• **Directions for this task**:
Copy out, from the data below, each line in which the word "Trierer" occurs.
▼
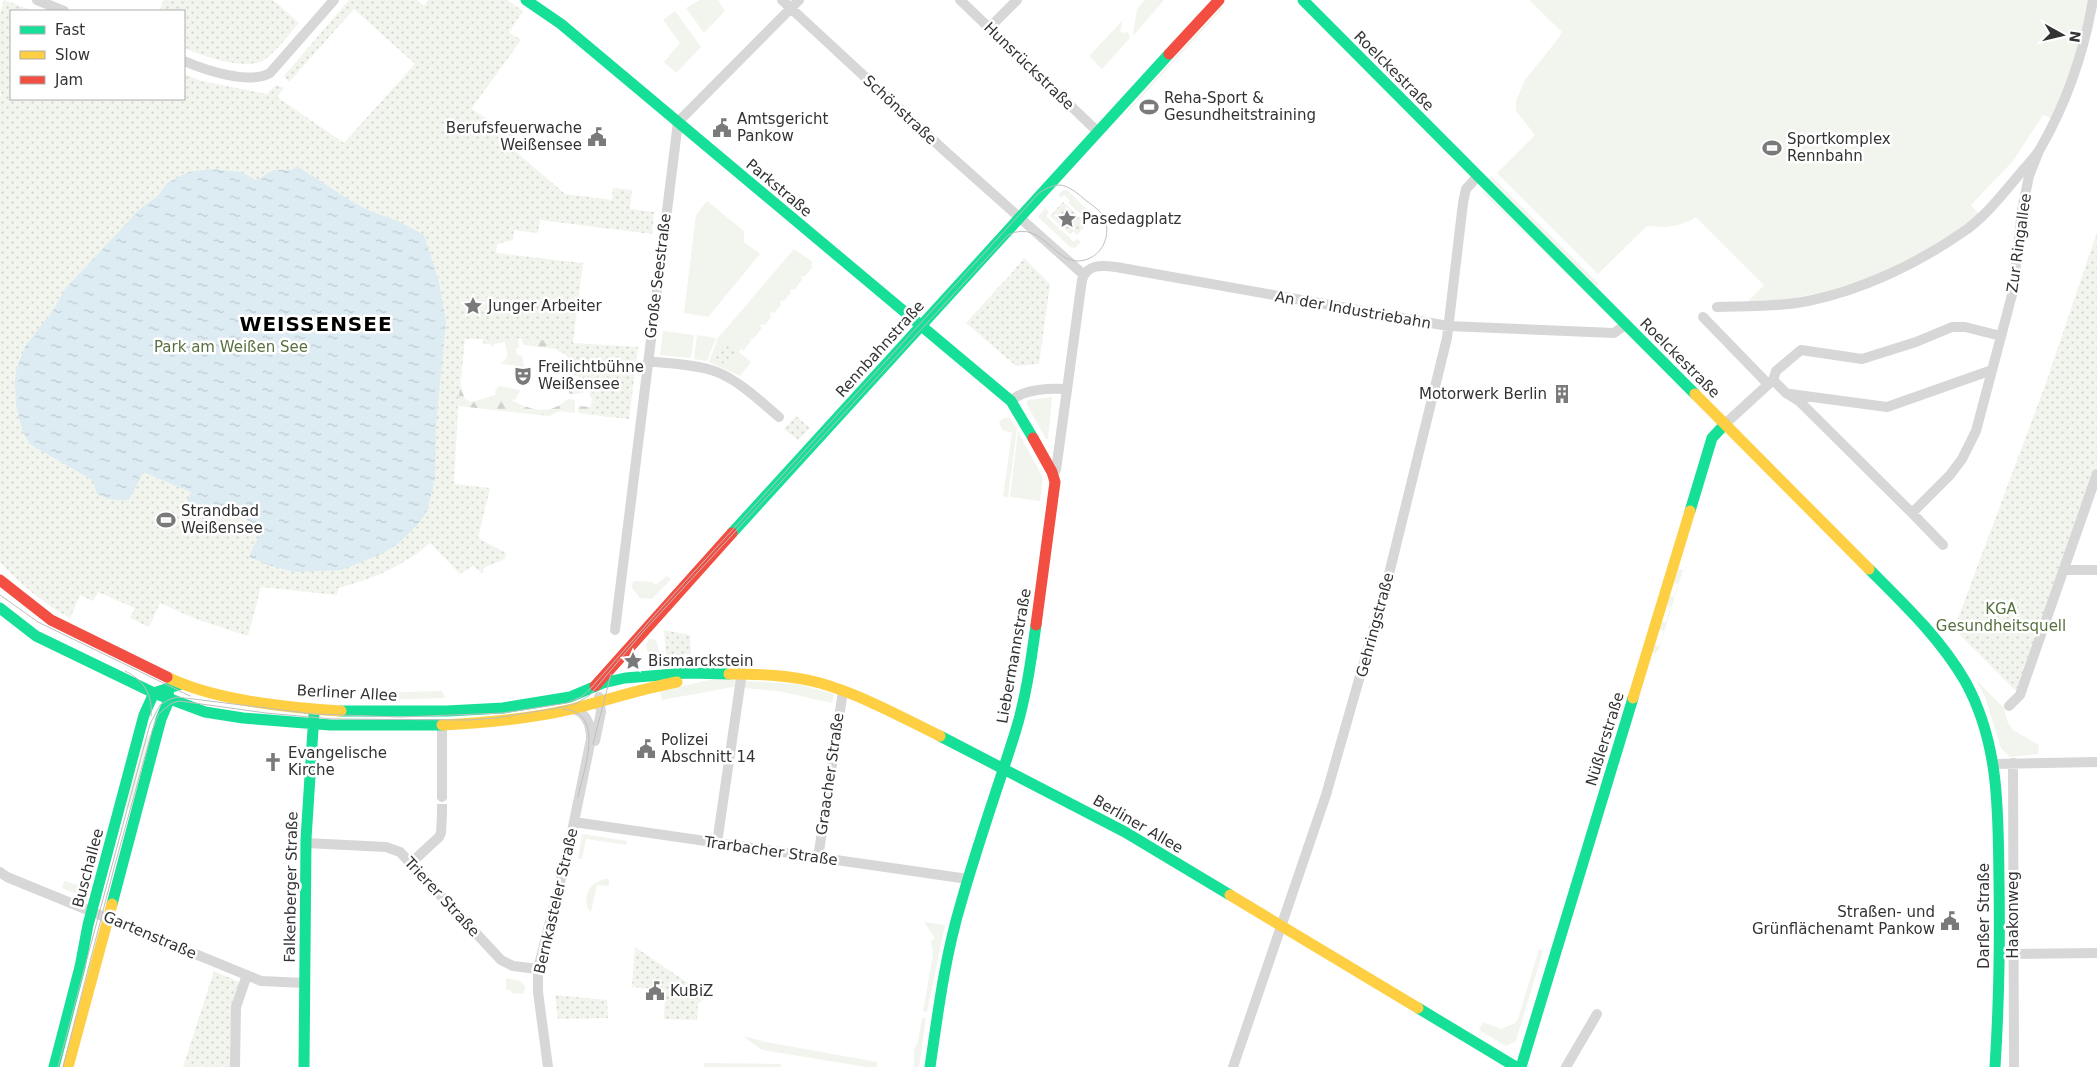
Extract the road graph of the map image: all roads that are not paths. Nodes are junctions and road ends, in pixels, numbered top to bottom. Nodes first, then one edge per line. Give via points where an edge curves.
1 (37, 0) edge
2 (334, 0) edge
3 (526, 0) edge
4 (782, 0) edge
5 (798, 0) edge
6 (960, 0) edge
7 (1017, 0) edge
8 (1219, 0) edge
9 (1303, 0) edge
10 (2093, 0) edge
11 (791, 8) junction
12 (62, 10) edge
13 (989, 28) junction
14 (185, 61) edge
15 (678, 122) junction
16 (1098, 132) junction
17 (2039, 151) junction
18 (1478, 176) junction
19 (1021, 217) junction
20 (1084, 275) junction
21 (1717, 307) dead end
22 (1702, 317) dead end
23 (1625, 325) junction
24 (1448, 326) junction
25 (920, 327) junction
26 (2002, 336) junction
27 (648, 361) junction
28 (1992, 370) junction
29 (1771, 382) junction
30 (1066, 389) junction
31 (1786, 393) junction
32 (1011, 401) junction
33 (779, 417) dead end
34 (1725, 424) junction
35 (1052, 472) junction
36 (2097, 474) edge
37 (1912, 513) junction
38 (1943, 545) dead end
39 (2064, 570) junction
40 (2097, 570) edge
41 (0, 580) edge
42 (0, 608) edge
43 (615, 630) dead end
44 (742, 672) junction
45 (718, 673) junction
46 (161, 674) junction
47 (181, 684) junction
48 (595, 686) junction
49 (843, 691) junction
50 (154, 693) junction
51 (168, 694) junction
52 (600, 701) junction
53 (2009, 706) dead end
54 (315, 709) junction
55 (572, 709) junction
56 (559, 711) junction
57 (314, 724) junction
58 (442, 725) junction
59 (2097, 762) edge
60 (2013, 763) junction
61 (1994, 764) junction
62 (587, 766) junction
63 (1002, 768) junction
64 (442, 798) tunnel mouth
65 (442, 814) tunnel mouth
66 (574, 822) junction
67 (306, 843) junction
68 (717, 843) junction
69 (818, 858) junction
70 (411, 863) junction
71 (0, 872) edge
72 (968, 879) junction
73 (92, 911) junction
74 (108, 918) junction
75 (1282, 926) junction
76 (2097, 953) edge
77 (2013, 954) junction
78 (538, 969) junction
79 (247, 975) junction
80 (305, 983) junction
81 (1597, 1014) dead end
82 (54, 1067) edge
83 (68, 1067) edge
84 (235, 1067) edge
85 (304, 1067) edge
86 (548, 1067) edge
87 (930, 1067) edge
88 (1233, 1067) edge
89 (1516, 1067) edge
90 (1521, 1067) edge
91 (1566, 1067) edge
92 (1994, 1067) edge
93 (2014, 1067) edge

1 - 12 street
2 - 14 street via 270,72 258,78 202,69
3 - 15 main road, Parkstraße via 561,24
4 - 11 street, Schönstraße
5 - 11 street
6 - 13 street, Hunsrückstraße
7 - 13 street
8 - 16 main road, Rennbahnstraße
9 - 18 main road, Roelckestraße
10 - 17 street, Zur Ringallee via 2075,70
11 - 15 street
11 - 19 street, Schönstraße
13 - 16 street, Hunsrückstraße
15 - 25 main road, Parkstraße
15 - 27 street, Große Seestraße
16 - 19 main road, Rennbahnstraße
17 - 21 street, Zur Ringallee via 2009,188 1969,227 1917,260 1862,285 1808,301
17 - 26 street, Zur Ringallee via 2029,176 2022,210 2013,291
18 - 23 main road, Roelckestraße
18 - 24 street, Gehringstraße via 1466,189 1463,203
19 - 20 street
19 - 25 main road, Rennbahnstraße
20 - 24 street, An der Industriebahn via 1089,269 1104,266
20 - 30 street, Liebermannstraße
22 - 29 street
23 - 24 street, An der Industriebahn via 1614,333
23 - 34 main road, Roelckestraße
24 - 75 street, Gehringstraße via 1437,384 1383,598 1326,794
25 - 32 main road, Parkstraße
25 - 48 main road, Rennbahnstraße
26 - 28 street, Zur Ringallee
26 - 29 street via 1952,327 1862,360 1801,350 1776,371
27 - 33 street via 717,372 737,382
27 - 43 street, Große Seestraße
28 - 31 street via 1887,407
28 - 37 street, Zur Ringallee via 1970,447 1950,475
29 - 31 street
29 - 34 street
30 - 32 street via 1022,394
30 - 35 street, Liebermannstraße via 1056,470
31 - 37 street via 1799,401
32 - 35 main road, Parkstraße
34 - 61 main road, Roelckestraße via 1927,627 1945,649 1962,674 1976,704
34 - 90 main road, Nüßlerstraße via 1712,438
35 - 63 main road, Liebermannstraße via 1055,482 1030,666 1015,732
36 - 39 street
37 - 38 street
39 - 40 street
39 - 53 street via 2020,695
41 - 46 main road, Berliner Allee via 51,620
42 - 50 main road, Berliner Allee via 36,636
44 - 45 main road, Berliner Allee
44 - 49 main road, Berliner Allee via 796,678
44 - 68 street
45 - 48 main road, Berliner Allee via 646,675
45 - 52 main road, Berliner Allee via 643,688
46 - 47 main road, Berliner Allee
46 - 51 main road
47 - 51 main road
47 - 54 main road, Berliner Allee via 231,696
48 - 52 street, Bernkasteler Straße
48 - 54 main road, Berliner Allee via 570,697 494,708
48 - 56 main road, Rennbahnstraße via 577,703
49 - 63 main road, Berliner Allee
49 - 69 street, Graacher Straße
50 - 51 main road, Berliner Allee
50 - 73 main road, Buschallee via 144,715
51 - 57 main road, Berliner Allee via 224,716
51 - 74 main road
52 - 55 main road, Berliner Allee
52 - 62 street, Bernkasteler Straße via 601,715
54 - 57 main road, Falkenberger Straße
55 - 56 main road, Berliner Allee
55 - 62 street, Bernkasteler Straße via 585,716 591,727
56 - 58 main road, Berliner Allee via 496,723
57 - 58 main road, Berliner Allee
57 - 67 main road, Falkenberger Straße
58 - 64 street
59 - 60 street
60 - 61 street
60 - 77 street, Haakonweg
61 - 92 main road, Darßer Straße via 1999,904 1999,992
62 - 66 street, Bernkasteler Straße
63 - 72 main road, Liebermannstraße
63 - 75 main road, Berliner Allee via 1125,832
65 - 70 street via 439,837
66 - 68 street, Trarbacher Straße
66 - 78 street, Bernkasteler Straße
67 - 70 street, Trierer Straße via 394,849
67 - 80 main road, Falkenberger Straße
68 - 69 street, Trarbacher Straße
69 - 72 street, Trarbacher Straße
70 - 78 street, Trierer Straße via 500,960 512,966
71 - 73 street, Gartenstraße
72 - 87 main road, Liebermannstraße via 942,988
73 - 74 street, Gartenstraße
73 - 82 main road, Buschallee
74 - 79 street, Gartenstraße
74 - 83 main road
75 - 88 street, Gehringstraße
75 - 89 main road, Berliner Allee
76 - 77 street
77 - 93 street, Haakonweg
78 - 86 street, Bernkasteler Straße
79 - 80 street, Gartenstraße via 267,983
79 - 84 street via 236,1007
80 - 85 main road, Falkenberger Straße
81 - 91 street

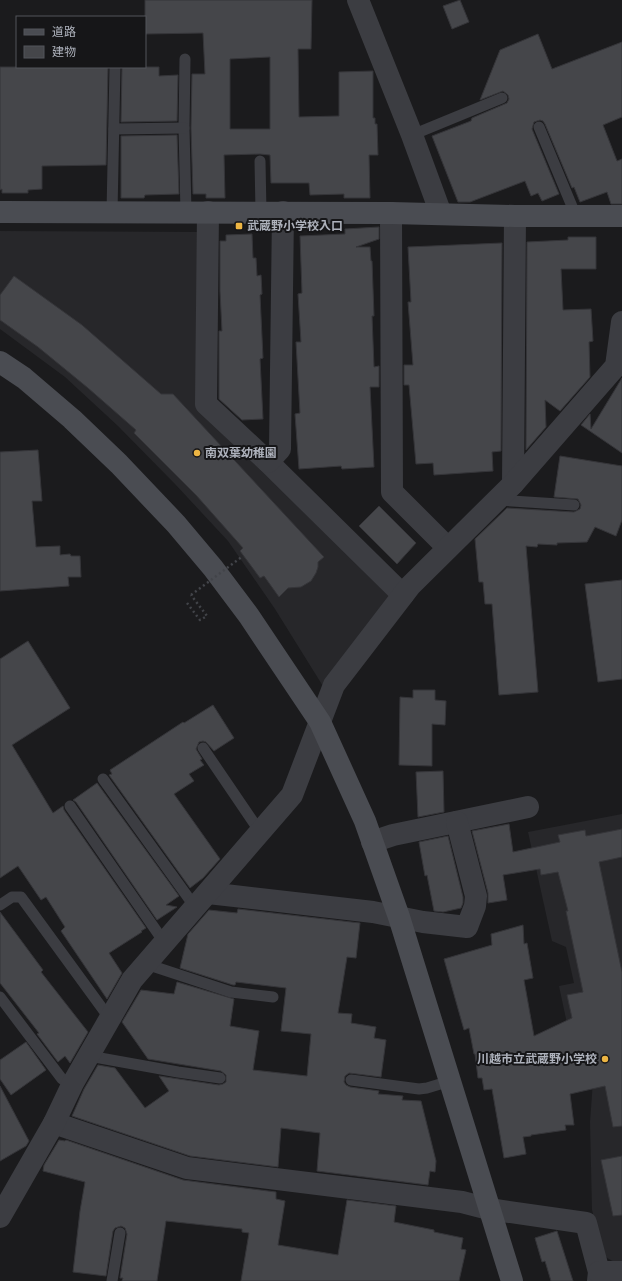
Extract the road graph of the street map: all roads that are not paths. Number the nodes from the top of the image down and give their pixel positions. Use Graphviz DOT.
graph roads {
  1 [pos="358,0"];
  2 [pos="185,59"];
  3 [pos="115,68"];
  4 [pos="502,98"];
  5 [pos="539,127"];
  6 [pos="184,128"];
  7 [pos="114,129"];
  8 [pos="412,135"];
  9 [pos="260,161"];
  10 [pos="0,212"];
  11 [pos="112,212"];
  12 [pos="186,212"];
  13 [pos="208,212"];
  14 [pos="261,212"];
  15 [pos="283,212"];
  16 [pos="391,213"];
  17 [pos="441,214"];
  18 [pos="515,216"];
  19 [pos="576,216"];
  20 [pos="622,216"];
  21 [pos="622,322"];
  22 [pos="0,362"];
  23 [pos="619,368"];
  24 [pos="268,462"];
  25 [pos="513,484"];
  26 [pos="498,500"];
  27 [pos="574,505"];
  28 [pos="448,548"];
  29 [pos="403,594"];
  30 [pos="320,722"];
  31 [pos="204,748"];
  32 [pos="103,779"];
  33 [pos="70,806"];
  34 [pos="528,806"];
  35 [pos="457,822"];
  36 [pos="260,832"];
  37 [pos="372,842"];
  38 [pos="201,900"];
  39 [pos="0,905"];
  40 [pos="400,917"];
  41 [pos="164,942"];
  42 [pos="146,964"];
  43 [pos="0,997"];
  44 [pos="273,997"];
  45 [pos="110,1019"];
  46 [pos="89,1056"];
  47 [pos="220,1078"];
  48 [pos="351,1080"];
  49 [pos="450,1081"];
  50 [pos="73,1083"];
  51 [pos="54,1122"];
  52 [pos="489,1209"];
  53 [pos="0,1217"];
  54 [pos="120,1233"];
  55 [pos="622,1272"];
  56 [pos="598,1277"];
  57 [pos="112,1281"];
  58 [pos="512,1281"];
  1 -- 8 [label="street"];
  2 -- 6 [label="lane"];
  3 -- 7 [label="lane"];
  4 -- 8 [label="lane"];
  5 -- 19 [label="lane"];
  6 -- 7 [label="lane"];
  6 -- 12 [label="lane"];
  7 -- 11 [label="lane"];
  8 -- 17 [label="street"];
  9 -- 14 [label="lane"];
  10 -- 11 [label="street"];
  11 -- 12 [label="street"];
  12 -- 13 [label="street"];
  13 -- 14 [label="street"];
  13 -- 24 [label="street"];
  14 -- 15 [label="street"];
  15 -- 16 [label="street"];
  15 -- 24 [label="street"];
  16 -- 17 [label="street"];
  16 -- 28 [label="street"];
  17 -- 18 [label="street"];
  18 -- 19 [label="street"];
  18 -- 25 [label="street"];
  19 -- 20 [label="street"];
  21 -- 23 [label="street"];
  22 -- 30 [label="street"];
  23 -- 25 [label="street"];
  24 -- 29 [label="street"];
  25 -- 26 [label="street"];
  26 -- 27 [label="lane"];
  26 -- 28 [label="street"];
  28 -- 29 [label="street"];
  29 -- 30 [label="street"];
  30 -- 36 [label="street"];
  30 -- 37 [label="street"];
  31 -- 36 [label="lane"];
  32 -- 38 [label="lane"];
  33 -- 41 [label="lane"];
  34 -- 35 [label="street"];
  35 -- 37 [label="street"];
  35 -- 40 [label="street"];
  36 -- 38 [label="street"];
  37 -- 40 [label="street"];
  38 -- 40 [label="street"];
  38 -- 41 [label="street"];
  39 -- 45 [label="lane"];
  40 -- 49 [label="street"];
  41 -- 42 [label="street"];
  42 -- 44 [label="lane"];
  42 -- 45 [label="street"];
  43 -- 50 [label="lane"];
  45 -- 46 [label="street"];
  46 -- 47 [label="lane"];
  46 -- 50 [label="street"];
  48 -- 49 [label="lane"];
  49 -- 52 [label="street"];
  50 -- 51 [label="street"];
  51 -- 52 [label="street"];
  51 -- 53 [label="street"];
  52 -- 56 [label="street"];
  52 -- 58 [label="street"];
  54 -- 57 [label="lane"];
  55 -- 56 [label="street"];
}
▲
• **Task answer**:
67 - 70 street, Trierer Straße via 394,849
70 - 78 street, Trierer Straße via 500,960 512,966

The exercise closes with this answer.